01.05.2020, 08.43 Uhr

Kobaltschürfer auf dem Weg zur Arbeit, bepackt mit Sieben und Schaufeln

Verschwitzte Männer und Frauen stehen zum Teil hüfttief in braunen, dreckigen Tümpeln. Sie schaufeln und schöpfen unermüdlich Gestein an die Oberfläche - mit einfachsten Mitteln und purer Körperkraft. Auch Kinder sind unter ihnen. Sie tragen Eimer oder sortieren die gewaschenen Gesteinsbrocken. Das zeigen die Bilder, die der italienische Fotograf Luca Catalano Gonzaga in den Kobaltminen im Süden der Demokratischen Republik Kongo aufgenommen hat.

Wer Akkus für E-Autos, Computer oder Handys bauen will, braucht Kobalt - zumindest beim heutigen Stand der Batterietechnologie. Im Moment wird das Erz hauptsächlich als Nebenprodukt beim Nickel- und Kupferabbau gewonnen. Die mit Abstand größten Vorräte lagern in der Demokratischen Republik Kongo. Der zweitgrößte Staat Afrikas bestreitet damit mehr als 60 Prozent der weltweiten Kobaltförderung.

Ein Großteil des Erzes wird durch den industriellen Bergbau im Süden des Landes gewonnen. Etwa zehn bis 20 Prozent entfallen aber auch auf den Kleinbergbau - und dieser findet häufig illegal, zum Teil auch auf den Gebieten der industriellen Minen, statt. "Die Bergleute schürfen unter extrem unsicheren Bedingungen. Da werden tiefe Stollen gegraben, die Einsturzgefahr ist hoch. Häufig sterben Menschen", sagt Philip Schütte, Berater der Bundesanstalt für Geowissenschaften und Rohstoffe (BGR), in einem Interview mit dem SPIEGEL. Auch Kinderarbeit sei ein Problem.

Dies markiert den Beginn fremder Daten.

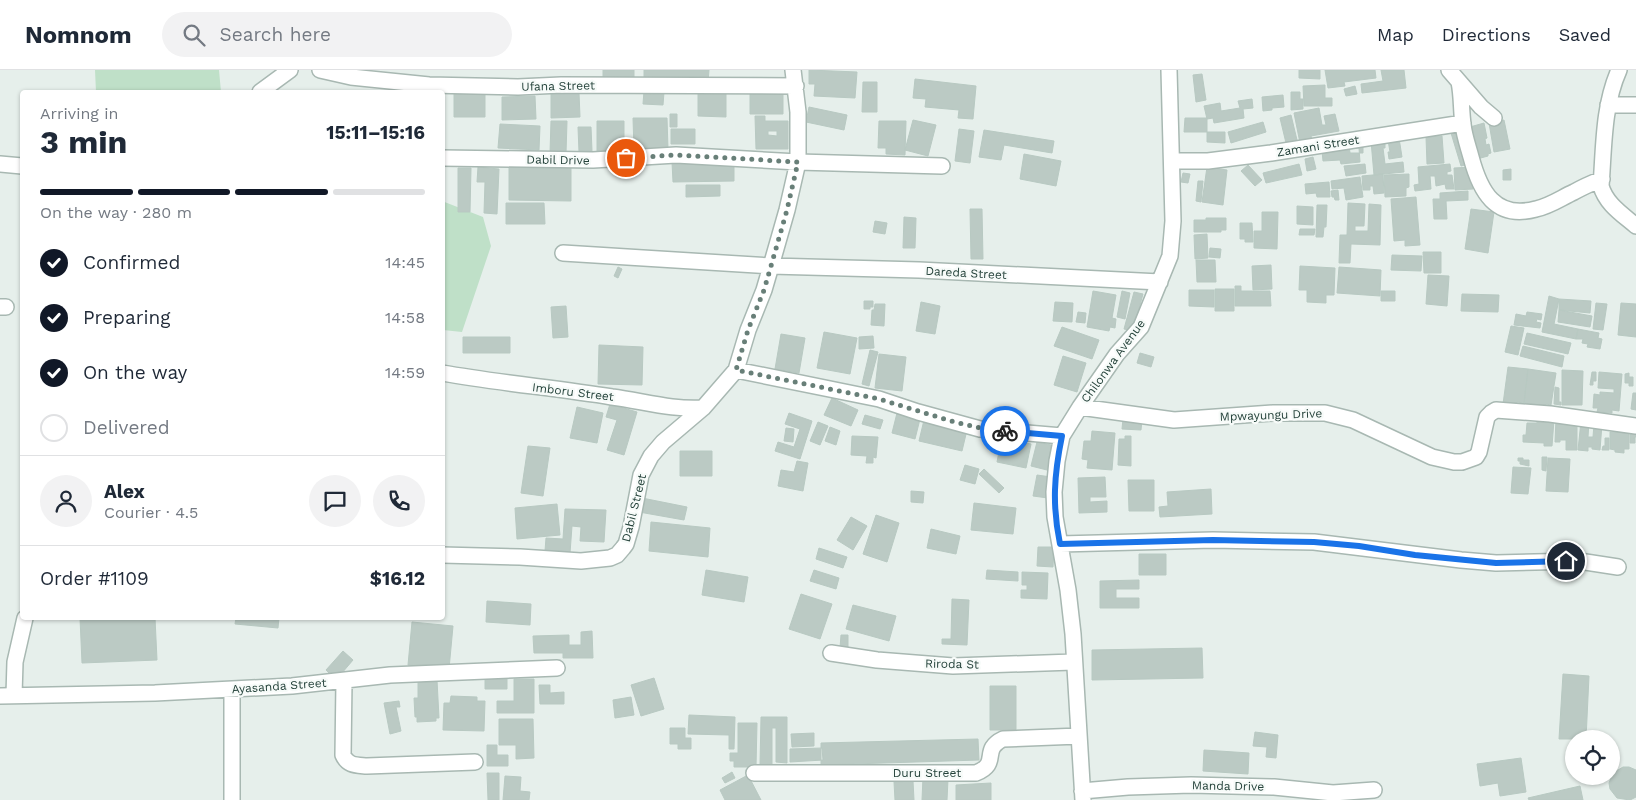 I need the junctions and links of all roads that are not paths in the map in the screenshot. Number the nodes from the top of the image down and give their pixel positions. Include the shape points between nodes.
1 (290, 70) edge
2 (320, 70) edge
3 (793, 70) edge
4 (1169, 70) edge
5 (1619, 70) edge
6 (1454, 76) edge
7 (796, 86) junction
8 (263, 90) edge
9 (1608, 105) junction
10 (1636, 106) edge
11 (1494, 118) dead end
12 (1463, 123) junction
13 (445, 158) edge
14 (1172, 161) junction
15 (798, 162) junction
16 (0, 164) edge
17 (20, 166) edge
18 (942, 166) dead end
19 (1602, 179) junction
20 (1636, 226) edge
21 (563, 252) dead end
22 (771, 266) junction
23 (1160, 282) junction
24 (736, 370) junction
25 (445, 373) edge
26 (1080, 407) junction
27 (703, 408) junction
28 (1636, 426) edge
29 (1062, 436) junction
30 (1060, 544) junction
31 (445, 555) edge
32 (1618, 567) dead end
33 (25, 620) edge
34 (831, 653) dead end
35 (1073, 662) junction
36 (557, 668) dead end
37 (344, 681) junction
38 (232, 689) junction
39 (7, 695) edge
40 (1079, 736) junction
41 (475, 762) dead end
42 (754, 773) dead end
43 (1374, 790) dead end
44 (1083, 795) edge
45 (232, 800) edge

1 - 8 street
2 - 7 street, Ufana Street via 350,77 429,85
3 - 7 street, Dabil Street
4 - 14 street, Chilonwa Avenue
5 - 9 street
6 - 11 street
6 - 12 street via 1462,95
7 - 15 street, Dabil Street
9 - 10 street
9 - 19 street
12 - 14 street, Zamani Street via 1270,153 1208,161
12 - 19 street via 1479,182 1492,202 1504,209 1514,212 1545,207
13 - 15 street, Dabil Drive via 593,160 676,155
14 - 23 street, Chilonwa Avenue via 1173,240
15 - 18 street, Dabil Drive
15 - 22 street, Dabil Street
16 - 17 street
19 - 20 street via 1607,201
21 - 22 street, Dareda Street
22 - 23 street, Dareda Street
22 - 24 street, Dabil Street
23 - 26 street, Chilonwa Avenue via 1141,326 1116,354
24 - 27 street, Dabil Street
24 - 29 street via 879,399 980,428
25 - 27 street, Imboru Street via 685,410
26 - 28 street, Mpwayungu Drive via 1174,420 1325,413 1353,420 1432,456 1454,462 1476,457 1487,417 1496,410
26 - 29 street, Chilonwa Avenue
27 - 31 street, Dabil Street via 651,456 641,475 626,544 617,555 581,561
29 - 30 street, Chilonwa Avenue via 1054,492
30 - 32 street via 1213,540 1314,542 1469,561 1579,561
30 - 35 street, Chilonwa Avenue via 1073,634
33 - 39 street
34 - 35 street, Riroda St via 953,666
35 - 40 street, Chilonwa Avenue
36 - 37 street, Ayasanda Street via 398,675
37 - 38 street, Ayasanda Street
37 - 41 street via 343,755 350,764
38 - 39 street, Ayasanda Street
38 - 45 street
40 - 42 street, Duru Street via 1003,739 994,743 990,763 976,773
40 - 44 street, Chilonwa Avenue
43 - 44 street, Manda Drive via 1333,793 1274,787 1191,785 1128,787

Der italienische Fotograf Luca Catalano Gonzaga ist vergangenes Jahr in den Süden der Demokratischen Republik Kongo gereist, um dort das Leben der Menschen und deren Arbeit in den Kobaltminen festzuhalten. Das dabei entstandene Fotoprojekt trägt den Titel "Bloody Batteries".

Das, was Gonzaga dort gesehen hat, habe ihn nachhaltig beeindruckt. Auf der ganzen Welt würden Smartphones, Tablets und Computer benutzt, aber nur wenige seien sich dabei bewusst, dass "Kobalt, das Mineral, aus dem die Batterien für diese Geräte hergestellt werden, durch die unmenschliche Arbeit von Erwachsenen und Kindern gewonnen wird", sagt der Fotograf.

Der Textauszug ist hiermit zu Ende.